Dataset entries
+ + + +
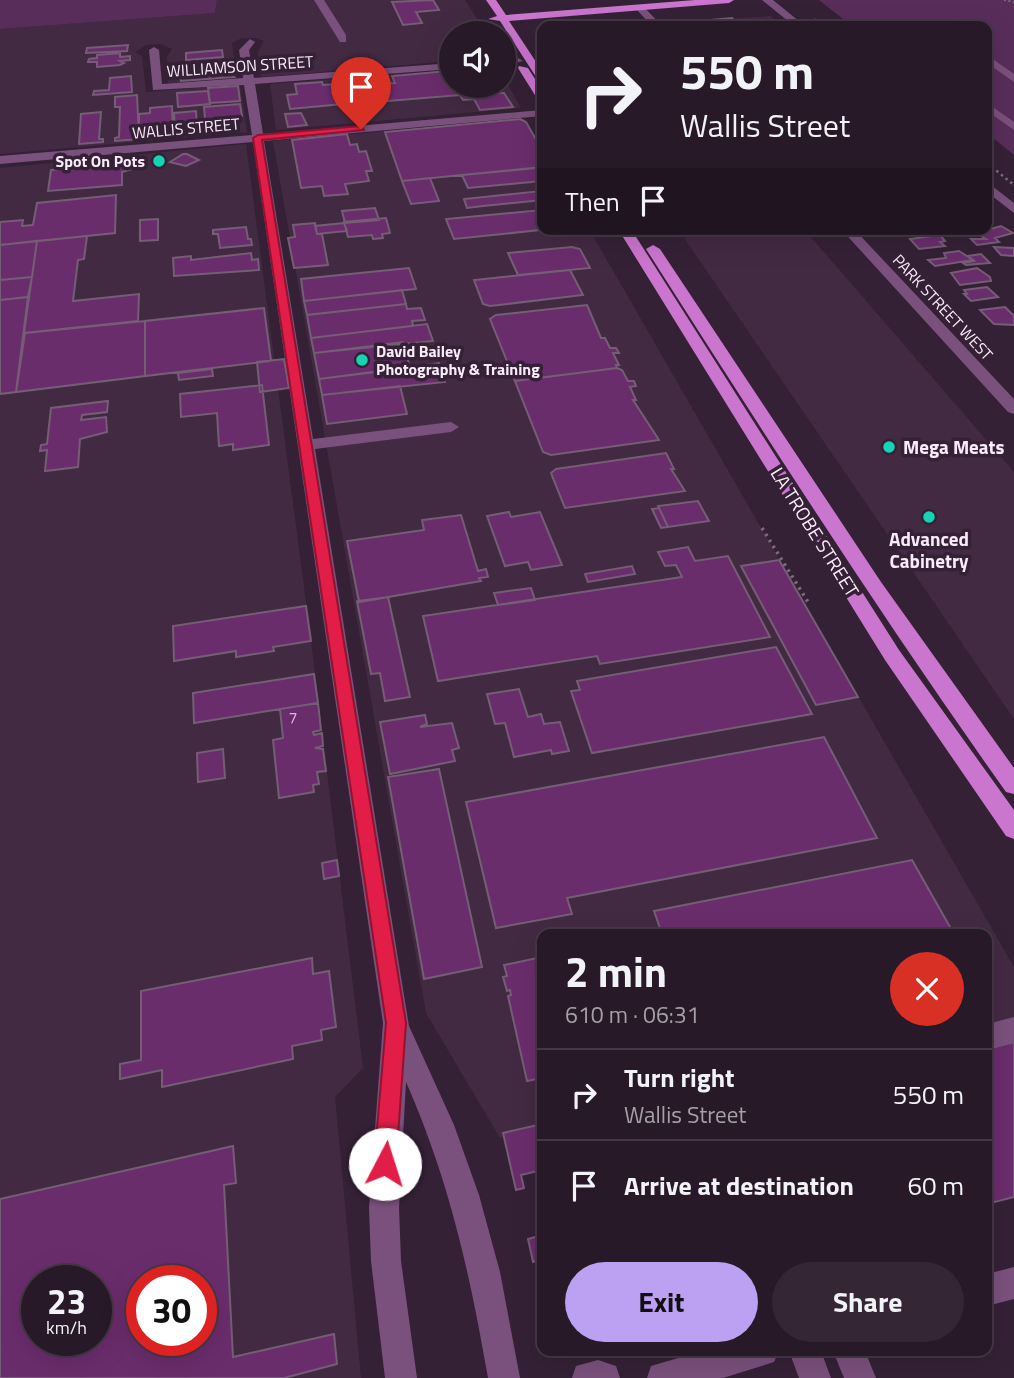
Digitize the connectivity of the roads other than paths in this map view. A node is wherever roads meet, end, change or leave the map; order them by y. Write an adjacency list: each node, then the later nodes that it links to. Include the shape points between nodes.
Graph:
1 (319, 0): 13 (street)
2 (480, 0): 9 (main road)
3 (491, 0): 9 (main road)
4 (695, 0): 8 (main road)
5 (729, 0): 8 (main road)
6 (786, 0): 7 (street)
7 (769, 1): 12 (street)
8 (638, 6): 9 (main road); 11 (street)
9 (496, 17): 10 (main road); 19 (main road)
10 (497, 21)
11 (652, 21)
12 (794, 21)
13 (343, 40)
14 (250, 42): 25 (street, via 244,50)
15 (154, 50): 25 (street, WILLIAMSON STREET, via 157,88)
16 (1001, 56): 17 (street)
17 (992, 57)
18 (516, 58): 20 (main road)
19 (530, 60): 20 (main road); 23 (main road)
20 (518, 61): 26 (main road)
21 (992, 61): 24 (street)
22 (439, 67): 25 (street, WILLIAMSON STREET)
23 (537, 70)
24 (1014, 79)
25 (250, 81): 30 (street)
26 (537, 90)
27 (992, 110): 29 (street)
28 (537, 113): 30 (street, WALLIS STREET)
29 (1014, 127)
30 (258, 138): 31 (street, WALLIS STREET); 39 (street)
31 (0, 160)
32 (992, 190): 33 (street)
33 (1014, 209)
34 (628, 235): 41 (main road, LA TROBE STREET, via 892,654)
35 (644, 235): 40 (main road, LA TROBE STREET, via 804,483 947,695)
36 (853, 235): 37 (street, PARK STREET WEST)
37 (1014, 409)
38 (451, 427): 39 (street)
39 (306, 445): 42 (street)
40 (1014, 785)
41 (1014, 829)
42 (396, 1023): 50 (street, via 384,1208); 51 (street, via 467,1201)
43 (1014, 1030): 44 (street)
44 (992, 1036)
45 (1014, 1283): 46 (street)
46 (992, 1289)
47 (744, 1356): 54 (street)
48 (807, 1356): 55 (street)
49 (851, 1356): 56 (street)
50 (401, 1378)
51 (504, 1378)
52 (588, 1378): 53 (street)
53 (604, 1378)
54 (663, 1378)
55 (815, 1378)
56 (860, 1378)

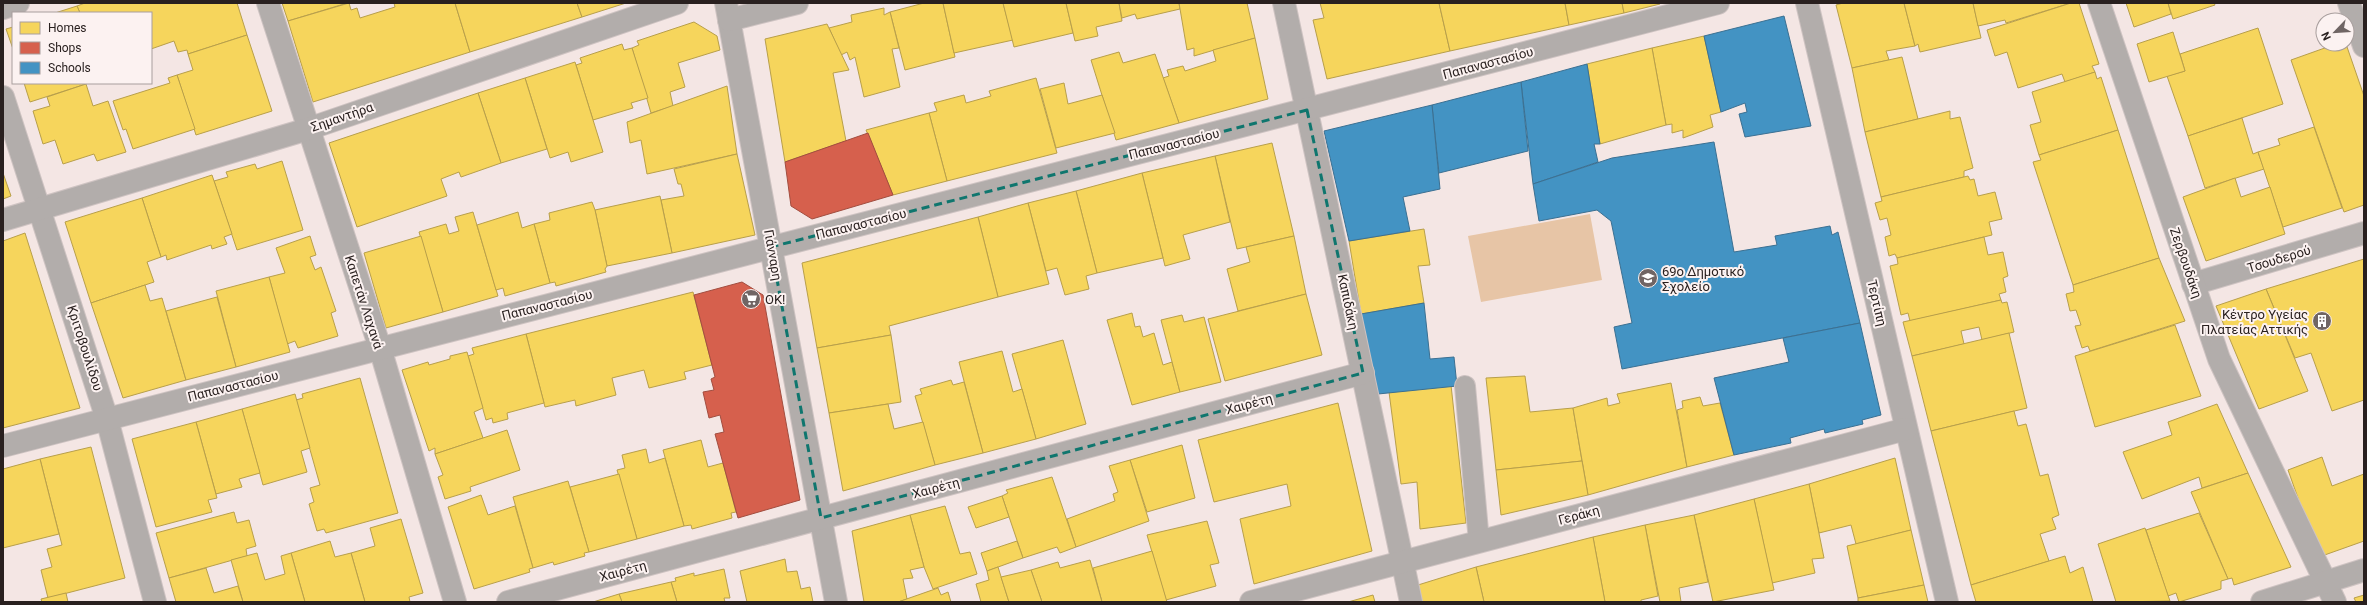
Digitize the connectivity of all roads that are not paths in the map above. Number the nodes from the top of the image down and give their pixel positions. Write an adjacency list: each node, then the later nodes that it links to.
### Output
+ + + +
**Exercise goal**
Which lines above include the string "Digitize"? Show them.

**Answer to this problem**
Digitize the connectivity of the roads other than paths in this map view. A node is wherever roads meet, end, change or leave the map; order them by y. Write an adjacency list: each node, then the later nodes that it links to. Include the shape points between nodes.
Digitize the connectivity of all roads that are not paths in the map above. Number the nodes from the top of the image down and give their pixel positions. Write an adjacency list: each node, then the later nodes that it links to.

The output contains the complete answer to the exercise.